The loneliness of anger.

H03-14 & f03-010


H03-14 était dans sa chambre depuis près de trois jours. Trois jours durant lesquels il avait refusé de parler, à quiconque. Même pas à sa colocataire. Cette derrière commençait d’ailleurs à l’agacer avec ses allés et venus incessants. Sans rire, elle faisait quoi à l’extérieur ? Y’avait quoi à faire dans ce maudit endroit ? Cette maudite « Ruche » comme il avait entendu au détour d’un couloir pour se rendre jusqu’à sa chambre.

Et c’était quoi tout ce blanc aussi ! Cette couleur lui donnait mal à la tête. Ses yeux n’arrivaient pas à s’habituer à toute cette pureté. A croire que par le passé il avait passé une bonne partie de son temps dans l’obscurité. Pfff. Son passé. Ca lui faisait une belle jambe ça aussi d’avoir perdu la mémoire. A croire que le sort s’acharnait sur lui depuis qu’il avait eu le malheur d’ouvrir les yeux.

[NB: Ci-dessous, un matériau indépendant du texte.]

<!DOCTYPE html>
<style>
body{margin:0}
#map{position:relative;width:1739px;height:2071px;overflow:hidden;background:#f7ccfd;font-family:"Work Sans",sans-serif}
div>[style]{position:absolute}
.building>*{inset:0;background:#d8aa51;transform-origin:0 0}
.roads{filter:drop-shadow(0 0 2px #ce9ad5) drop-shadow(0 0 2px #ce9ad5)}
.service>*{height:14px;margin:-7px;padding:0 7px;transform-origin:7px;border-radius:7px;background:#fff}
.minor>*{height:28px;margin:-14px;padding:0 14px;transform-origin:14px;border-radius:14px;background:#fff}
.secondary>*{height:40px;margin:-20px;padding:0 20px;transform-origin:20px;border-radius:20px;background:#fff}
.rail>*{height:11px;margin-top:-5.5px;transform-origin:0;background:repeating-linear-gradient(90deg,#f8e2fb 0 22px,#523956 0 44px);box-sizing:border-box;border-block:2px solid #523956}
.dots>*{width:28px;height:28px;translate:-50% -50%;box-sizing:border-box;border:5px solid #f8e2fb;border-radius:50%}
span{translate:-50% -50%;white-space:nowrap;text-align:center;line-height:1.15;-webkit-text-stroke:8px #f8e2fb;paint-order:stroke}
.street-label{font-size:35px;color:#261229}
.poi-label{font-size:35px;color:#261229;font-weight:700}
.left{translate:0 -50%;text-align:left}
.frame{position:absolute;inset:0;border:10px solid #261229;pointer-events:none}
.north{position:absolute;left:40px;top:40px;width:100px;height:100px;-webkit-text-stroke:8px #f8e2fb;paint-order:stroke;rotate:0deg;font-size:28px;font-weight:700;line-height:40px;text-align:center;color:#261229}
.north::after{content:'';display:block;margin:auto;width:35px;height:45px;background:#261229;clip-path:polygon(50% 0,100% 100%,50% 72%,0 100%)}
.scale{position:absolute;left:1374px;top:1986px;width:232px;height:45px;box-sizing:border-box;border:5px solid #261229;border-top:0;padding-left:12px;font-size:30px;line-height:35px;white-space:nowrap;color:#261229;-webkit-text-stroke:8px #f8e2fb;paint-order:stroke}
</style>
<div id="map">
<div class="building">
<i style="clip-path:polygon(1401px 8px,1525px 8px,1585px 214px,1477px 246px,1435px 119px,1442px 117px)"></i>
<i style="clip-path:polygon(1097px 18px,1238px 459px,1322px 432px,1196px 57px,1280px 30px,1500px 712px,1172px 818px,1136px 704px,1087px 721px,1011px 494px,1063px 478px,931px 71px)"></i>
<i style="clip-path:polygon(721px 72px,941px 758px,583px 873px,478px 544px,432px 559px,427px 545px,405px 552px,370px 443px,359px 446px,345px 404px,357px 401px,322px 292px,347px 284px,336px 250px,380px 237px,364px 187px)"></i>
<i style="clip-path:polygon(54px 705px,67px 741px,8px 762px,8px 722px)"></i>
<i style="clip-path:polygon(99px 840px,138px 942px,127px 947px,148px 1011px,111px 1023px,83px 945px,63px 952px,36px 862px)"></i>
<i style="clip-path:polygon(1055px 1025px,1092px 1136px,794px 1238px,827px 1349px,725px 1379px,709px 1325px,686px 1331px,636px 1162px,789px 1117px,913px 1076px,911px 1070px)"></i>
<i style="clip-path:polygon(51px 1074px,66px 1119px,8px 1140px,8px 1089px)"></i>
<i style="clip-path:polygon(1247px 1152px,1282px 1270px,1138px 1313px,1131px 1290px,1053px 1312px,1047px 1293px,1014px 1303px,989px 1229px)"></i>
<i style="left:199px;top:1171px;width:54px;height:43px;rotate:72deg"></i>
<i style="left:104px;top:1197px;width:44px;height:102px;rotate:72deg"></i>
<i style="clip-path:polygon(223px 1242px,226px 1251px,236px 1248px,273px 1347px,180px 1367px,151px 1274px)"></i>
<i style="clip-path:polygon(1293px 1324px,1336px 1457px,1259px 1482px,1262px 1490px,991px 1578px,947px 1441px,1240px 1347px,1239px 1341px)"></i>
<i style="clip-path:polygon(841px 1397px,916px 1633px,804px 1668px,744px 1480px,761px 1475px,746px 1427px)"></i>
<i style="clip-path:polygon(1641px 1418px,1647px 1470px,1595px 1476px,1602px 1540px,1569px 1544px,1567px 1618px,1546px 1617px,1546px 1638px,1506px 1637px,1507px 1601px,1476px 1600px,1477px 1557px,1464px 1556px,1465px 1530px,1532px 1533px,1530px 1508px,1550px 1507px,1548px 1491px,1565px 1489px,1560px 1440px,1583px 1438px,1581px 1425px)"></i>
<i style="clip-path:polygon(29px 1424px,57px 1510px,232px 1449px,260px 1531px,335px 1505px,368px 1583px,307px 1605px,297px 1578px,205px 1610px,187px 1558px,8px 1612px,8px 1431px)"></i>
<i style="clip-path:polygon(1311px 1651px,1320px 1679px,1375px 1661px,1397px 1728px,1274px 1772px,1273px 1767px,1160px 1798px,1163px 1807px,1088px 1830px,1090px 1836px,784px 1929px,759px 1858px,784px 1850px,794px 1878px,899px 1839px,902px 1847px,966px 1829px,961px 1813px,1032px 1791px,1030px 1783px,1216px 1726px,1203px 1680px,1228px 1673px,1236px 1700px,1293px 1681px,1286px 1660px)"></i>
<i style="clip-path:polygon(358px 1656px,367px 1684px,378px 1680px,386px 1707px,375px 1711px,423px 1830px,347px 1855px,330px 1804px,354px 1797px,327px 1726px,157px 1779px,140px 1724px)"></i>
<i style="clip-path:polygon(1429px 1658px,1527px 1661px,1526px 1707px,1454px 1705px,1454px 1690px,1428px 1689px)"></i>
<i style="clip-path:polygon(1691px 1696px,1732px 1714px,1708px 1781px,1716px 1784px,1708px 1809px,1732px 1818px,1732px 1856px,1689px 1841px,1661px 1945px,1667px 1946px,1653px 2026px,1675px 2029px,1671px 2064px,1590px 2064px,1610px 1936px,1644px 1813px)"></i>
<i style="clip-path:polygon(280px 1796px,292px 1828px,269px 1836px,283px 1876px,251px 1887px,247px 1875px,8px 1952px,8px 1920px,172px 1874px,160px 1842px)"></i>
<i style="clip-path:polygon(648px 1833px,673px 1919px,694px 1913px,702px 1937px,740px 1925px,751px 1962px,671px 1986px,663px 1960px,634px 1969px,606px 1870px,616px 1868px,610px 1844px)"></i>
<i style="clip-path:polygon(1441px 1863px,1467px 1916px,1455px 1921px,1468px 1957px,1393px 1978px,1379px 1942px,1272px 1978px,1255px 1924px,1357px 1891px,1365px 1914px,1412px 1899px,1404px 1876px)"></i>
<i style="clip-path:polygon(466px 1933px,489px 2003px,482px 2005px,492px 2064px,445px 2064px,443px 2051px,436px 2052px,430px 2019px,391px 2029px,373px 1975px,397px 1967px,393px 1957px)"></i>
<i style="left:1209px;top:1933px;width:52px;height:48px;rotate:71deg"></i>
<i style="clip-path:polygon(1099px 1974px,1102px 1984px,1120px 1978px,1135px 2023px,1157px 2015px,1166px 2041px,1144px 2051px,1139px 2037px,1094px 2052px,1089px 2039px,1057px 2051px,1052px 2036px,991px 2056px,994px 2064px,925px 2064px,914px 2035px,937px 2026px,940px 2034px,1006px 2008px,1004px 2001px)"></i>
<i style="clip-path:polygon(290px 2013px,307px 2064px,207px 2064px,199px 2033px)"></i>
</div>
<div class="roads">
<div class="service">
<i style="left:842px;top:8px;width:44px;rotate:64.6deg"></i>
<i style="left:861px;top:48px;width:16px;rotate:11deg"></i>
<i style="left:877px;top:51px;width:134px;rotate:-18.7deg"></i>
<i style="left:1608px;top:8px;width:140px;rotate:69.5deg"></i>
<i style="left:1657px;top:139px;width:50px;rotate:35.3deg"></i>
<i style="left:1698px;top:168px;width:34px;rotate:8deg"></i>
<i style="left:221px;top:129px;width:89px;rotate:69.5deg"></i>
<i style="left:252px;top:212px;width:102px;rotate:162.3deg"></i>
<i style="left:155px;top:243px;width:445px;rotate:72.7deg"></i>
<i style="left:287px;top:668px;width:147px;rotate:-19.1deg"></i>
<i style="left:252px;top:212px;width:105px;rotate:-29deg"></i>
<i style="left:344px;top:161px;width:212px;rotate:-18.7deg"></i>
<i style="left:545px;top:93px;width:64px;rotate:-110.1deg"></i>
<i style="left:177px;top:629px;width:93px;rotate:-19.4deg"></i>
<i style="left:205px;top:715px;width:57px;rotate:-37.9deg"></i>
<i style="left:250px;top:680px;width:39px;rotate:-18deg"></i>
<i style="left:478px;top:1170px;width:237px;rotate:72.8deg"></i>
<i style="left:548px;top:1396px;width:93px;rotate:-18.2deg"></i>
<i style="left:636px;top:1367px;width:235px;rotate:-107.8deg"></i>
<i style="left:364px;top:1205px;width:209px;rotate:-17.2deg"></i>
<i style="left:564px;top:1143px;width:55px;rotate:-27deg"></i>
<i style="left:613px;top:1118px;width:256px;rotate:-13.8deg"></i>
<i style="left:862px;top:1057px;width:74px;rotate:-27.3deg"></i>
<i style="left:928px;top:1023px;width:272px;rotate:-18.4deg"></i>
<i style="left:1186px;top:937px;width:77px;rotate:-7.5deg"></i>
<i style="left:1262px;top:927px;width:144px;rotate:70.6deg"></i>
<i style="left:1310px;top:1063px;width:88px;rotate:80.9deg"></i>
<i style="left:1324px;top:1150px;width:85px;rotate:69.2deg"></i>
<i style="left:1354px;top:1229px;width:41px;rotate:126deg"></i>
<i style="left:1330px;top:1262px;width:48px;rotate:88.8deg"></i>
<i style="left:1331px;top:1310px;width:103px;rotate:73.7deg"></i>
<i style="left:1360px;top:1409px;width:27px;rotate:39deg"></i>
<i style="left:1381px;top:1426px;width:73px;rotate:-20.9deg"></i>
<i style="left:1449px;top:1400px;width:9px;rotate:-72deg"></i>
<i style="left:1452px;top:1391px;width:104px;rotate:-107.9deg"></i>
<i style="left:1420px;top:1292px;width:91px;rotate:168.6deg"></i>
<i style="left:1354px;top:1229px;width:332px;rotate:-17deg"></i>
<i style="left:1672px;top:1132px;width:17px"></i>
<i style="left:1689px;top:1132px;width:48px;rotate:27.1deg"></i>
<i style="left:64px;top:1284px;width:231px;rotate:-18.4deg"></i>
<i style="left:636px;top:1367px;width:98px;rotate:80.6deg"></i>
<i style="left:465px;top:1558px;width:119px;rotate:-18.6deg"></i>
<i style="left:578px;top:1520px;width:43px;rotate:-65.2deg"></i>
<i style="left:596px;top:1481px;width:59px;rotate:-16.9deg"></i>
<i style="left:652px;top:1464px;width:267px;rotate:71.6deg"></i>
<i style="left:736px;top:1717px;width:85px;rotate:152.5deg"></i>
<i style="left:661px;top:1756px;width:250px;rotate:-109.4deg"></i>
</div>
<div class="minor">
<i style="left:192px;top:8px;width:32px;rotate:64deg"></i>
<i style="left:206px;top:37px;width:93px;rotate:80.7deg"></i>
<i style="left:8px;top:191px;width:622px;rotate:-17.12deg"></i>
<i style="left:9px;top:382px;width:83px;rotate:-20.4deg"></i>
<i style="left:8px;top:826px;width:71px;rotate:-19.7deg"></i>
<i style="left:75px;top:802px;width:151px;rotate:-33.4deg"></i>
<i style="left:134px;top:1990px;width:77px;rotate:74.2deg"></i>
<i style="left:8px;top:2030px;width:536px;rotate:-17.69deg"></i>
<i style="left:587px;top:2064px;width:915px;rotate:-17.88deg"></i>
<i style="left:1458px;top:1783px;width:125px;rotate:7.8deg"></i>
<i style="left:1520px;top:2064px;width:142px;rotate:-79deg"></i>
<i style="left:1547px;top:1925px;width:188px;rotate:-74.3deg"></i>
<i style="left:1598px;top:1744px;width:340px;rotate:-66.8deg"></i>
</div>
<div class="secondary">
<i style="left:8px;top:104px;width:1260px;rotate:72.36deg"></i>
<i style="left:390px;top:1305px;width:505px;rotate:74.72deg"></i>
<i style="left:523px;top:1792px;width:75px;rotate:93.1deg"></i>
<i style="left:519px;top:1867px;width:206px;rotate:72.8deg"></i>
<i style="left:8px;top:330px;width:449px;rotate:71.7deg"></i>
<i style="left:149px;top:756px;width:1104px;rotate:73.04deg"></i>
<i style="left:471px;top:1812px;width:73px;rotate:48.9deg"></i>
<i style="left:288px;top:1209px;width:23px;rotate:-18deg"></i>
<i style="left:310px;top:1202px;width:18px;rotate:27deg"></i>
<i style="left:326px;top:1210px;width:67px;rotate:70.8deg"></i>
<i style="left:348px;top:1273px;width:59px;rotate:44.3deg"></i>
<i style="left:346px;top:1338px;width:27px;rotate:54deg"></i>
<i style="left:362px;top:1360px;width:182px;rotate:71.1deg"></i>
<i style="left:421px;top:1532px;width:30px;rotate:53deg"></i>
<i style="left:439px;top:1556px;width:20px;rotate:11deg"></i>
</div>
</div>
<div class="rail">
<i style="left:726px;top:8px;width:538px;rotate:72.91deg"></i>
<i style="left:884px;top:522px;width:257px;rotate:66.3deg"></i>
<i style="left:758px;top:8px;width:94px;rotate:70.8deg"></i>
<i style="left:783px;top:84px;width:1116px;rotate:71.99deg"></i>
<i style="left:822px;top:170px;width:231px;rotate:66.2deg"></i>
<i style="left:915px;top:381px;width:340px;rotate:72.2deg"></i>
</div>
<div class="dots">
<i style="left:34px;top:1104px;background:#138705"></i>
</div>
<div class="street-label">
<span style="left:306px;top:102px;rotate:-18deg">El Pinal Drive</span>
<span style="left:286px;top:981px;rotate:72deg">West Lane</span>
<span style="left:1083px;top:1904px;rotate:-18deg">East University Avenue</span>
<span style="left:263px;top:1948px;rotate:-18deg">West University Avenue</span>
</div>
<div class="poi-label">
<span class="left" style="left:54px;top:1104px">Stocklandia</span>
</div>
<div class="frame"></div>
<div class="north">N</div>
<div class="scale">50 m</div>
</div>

Assit en tailleur sur son lit, les jambes ramenaient contre son torse, 14 fulminait. Il avait la mâchoire serrée, les muscles endoloris par la fatigue et le ventre qui criait famine. Ne pas sortir de sa chambre pendant 3 jours signifiait aussi que le bougre n’avait rien avalé depuis son arrivée… ce qui n’arrangeait en rien son humeur déjà détestable.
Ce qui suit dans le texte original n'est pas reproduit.